The other issue that hurts Chronology is what I would like to call the seating problem. The seating problem refers to an issue where whoever sits left of the worst player has a distinct advantage over the player who sits to the left of the best player. If all of the players are at about the same skill level this issue won’t present itself but if some players are considerably better or worse at the game than other players this problem could have a significant impact on the game.
The seating problem comes about because of players being able to steal cards from other players who guess incorrectly. While I don’t hate the mechanic it feels cheap at times. If one player is easily the worst at the game, the player that has to read to that player is at a disadvantage since they won’t have an opportunity to steal cards that player misses. Whoever sits to the left of the player worst at the game has an advantage since they will get a shot at getting a lot more cards since they could steal a lot of cards from that player. The problem works the other way as well. If you sit to the left of the best player you are at a disadvantage since you will get less opportunities to steal cards than the other players get.

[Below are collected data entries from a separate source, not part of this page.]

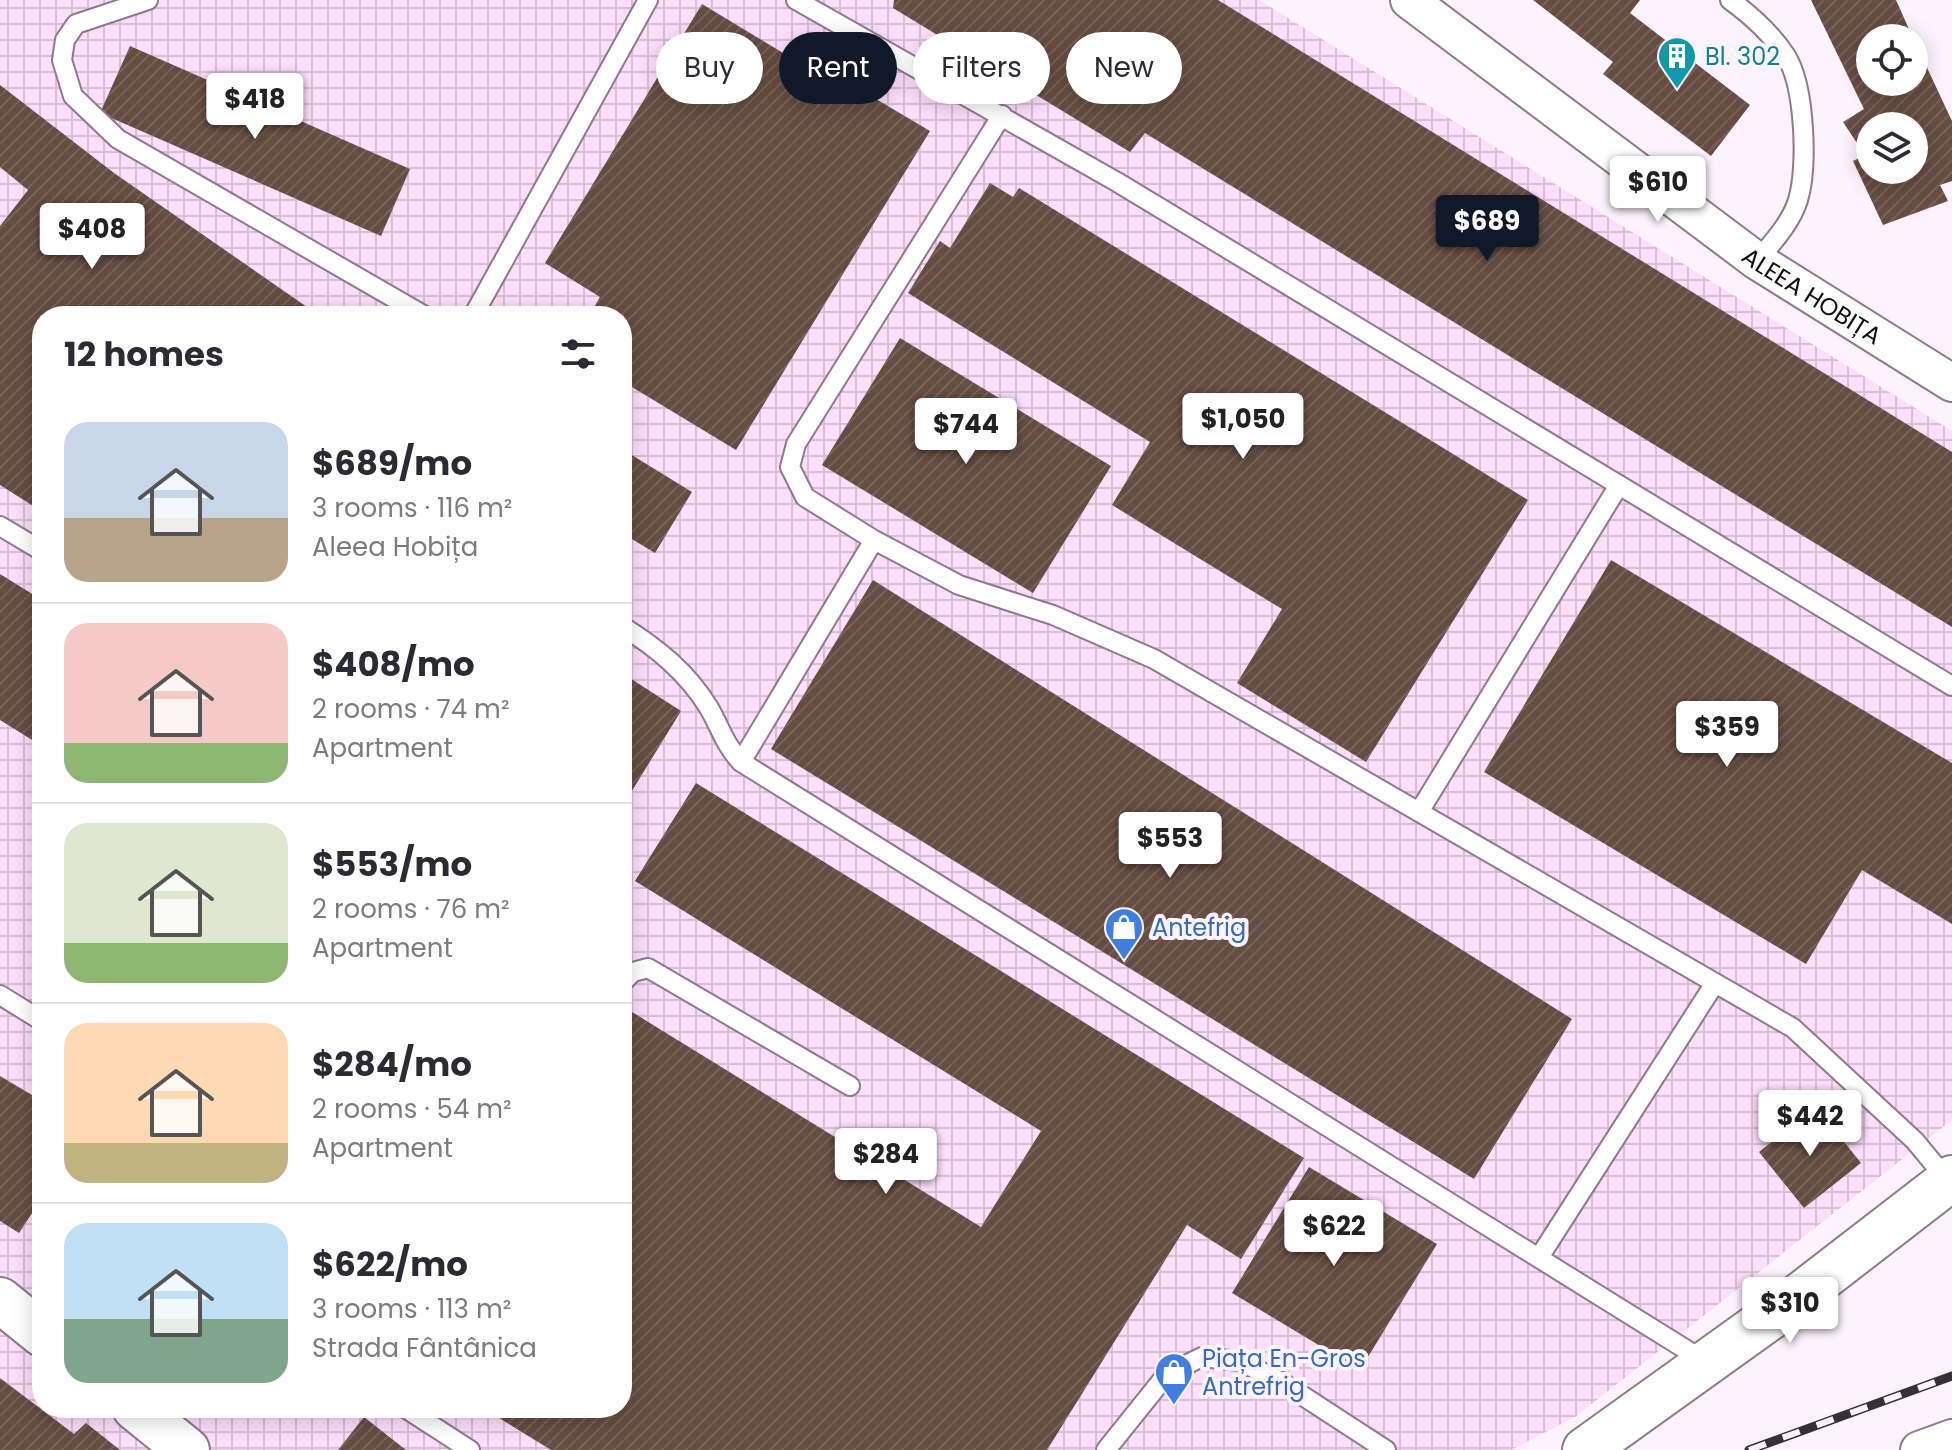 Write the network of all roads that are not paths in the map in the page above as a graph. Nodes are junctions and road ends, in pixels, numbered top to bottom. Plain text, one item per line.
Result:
1 (148, 0) edge
2 (648, 0) edge
3 (796, 0) edge
4 (1409, 0) edge
5 (1730, 0) edge
6 (1002, 115) junction
7 (1757, 261) junction
8 (408, 306) edge
9 (479, 306) edge
10 (1952, 383) edge
11 (1619, 485) junction
12 (0, 526) edge
13 (874, 540) junction
14 (32, 545) edge
15 (632, 632) edge
16 (1952, 686) edge
17 (741, 762) junction
18 (1419, 812) junction
19 (632, 973) edge
20 (1715, 983) junction
21 (0, 995) edge
22 (32, 1015) edge
23 (850, 1086) dead end
24 (1950, 1179) edge
25 (1540, 1256) junction
26 (0, 1300) edge
27 (32, 1326) edge
28 (1708, 1363) junction
29 (147, 1418) edge
30 (420, 1418) edge
31 (1952, 1438) edge
32 (187, 1450) edge
33 (470, 1450) edge
34 (1106, 1450) edge
35 (1386, 1450) edge
36 (1585, 1450) edge
37 (1919, 1450) edge

1 - 8 lane
2 - 9 lane
3 - 6 lane
4 - 7 street, ALEEA HOBIȚA
5 - 7 lane
6 - 11 lane
6 - 13 lane
7 - 10 street, ALEEA HOBIȚA
11 - 16 lane
11 - 18 lane
12 - 14 lane
13 - 17 lane
13 - 18 lane
15 - 17 lane
17 - 25 lane
18 - 20 lane
19 - 23 lane
20 - 24 lane
20 - 25 lane
21 - 22 lane
24 - 28 street
25 - 28 lane
26 - 27 street
28 - 36 street
29 - 32 street
30 - 33 lane
31 - 37 street
34 - 35 lane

Although I have yet to test it, I came up with a way to possibly mitigate this issue. My idea is that after everyone has gotten their turn in a round, play order switches to counterclockwise and vice versa. I think this might solve this problem since all of the players will then benefit from players that miss a lot of cards as well as all players being punished by players that get a lot of cards correct.
These two problems would ruin most games. Chronology overcomes these issues though due to all of the positives I have already mentioned. These two issues keep Chronology as a good to great game instead of a great to fantastic game.
I have ended up playing several games of Chronology in the past and I have enjoyed every single game. While the game relies a little too much on luck and there are problems if one player is worse at the game than the other players, Chronology is just too much fun that those issues are kind of easy to overlook. While trivia/history buffs will enjoy the game more, as long as you don’t hate trivia games I think you will enjoy Chronology. If normal trivia games frustrate you due to their difficulty, Chronology is right up your alley since you only need to know a little about each subject in order to have a chance at winning the game.
If you don’t hate trivia/history I would recommend picking up Chronology. With there being three different versions of the game I would recommend the versions in the following order. The Fundex version of the game is worth picking up but it would be my last choice since it has the least amount of cards and it has the stupid five card rule (which you could obviously just ignore). The Buffalo Games and the Great American Puzzle Factory versions seem pretty similar and have a lot more cards than the Fundex version so I would probably recommend one of those two versions.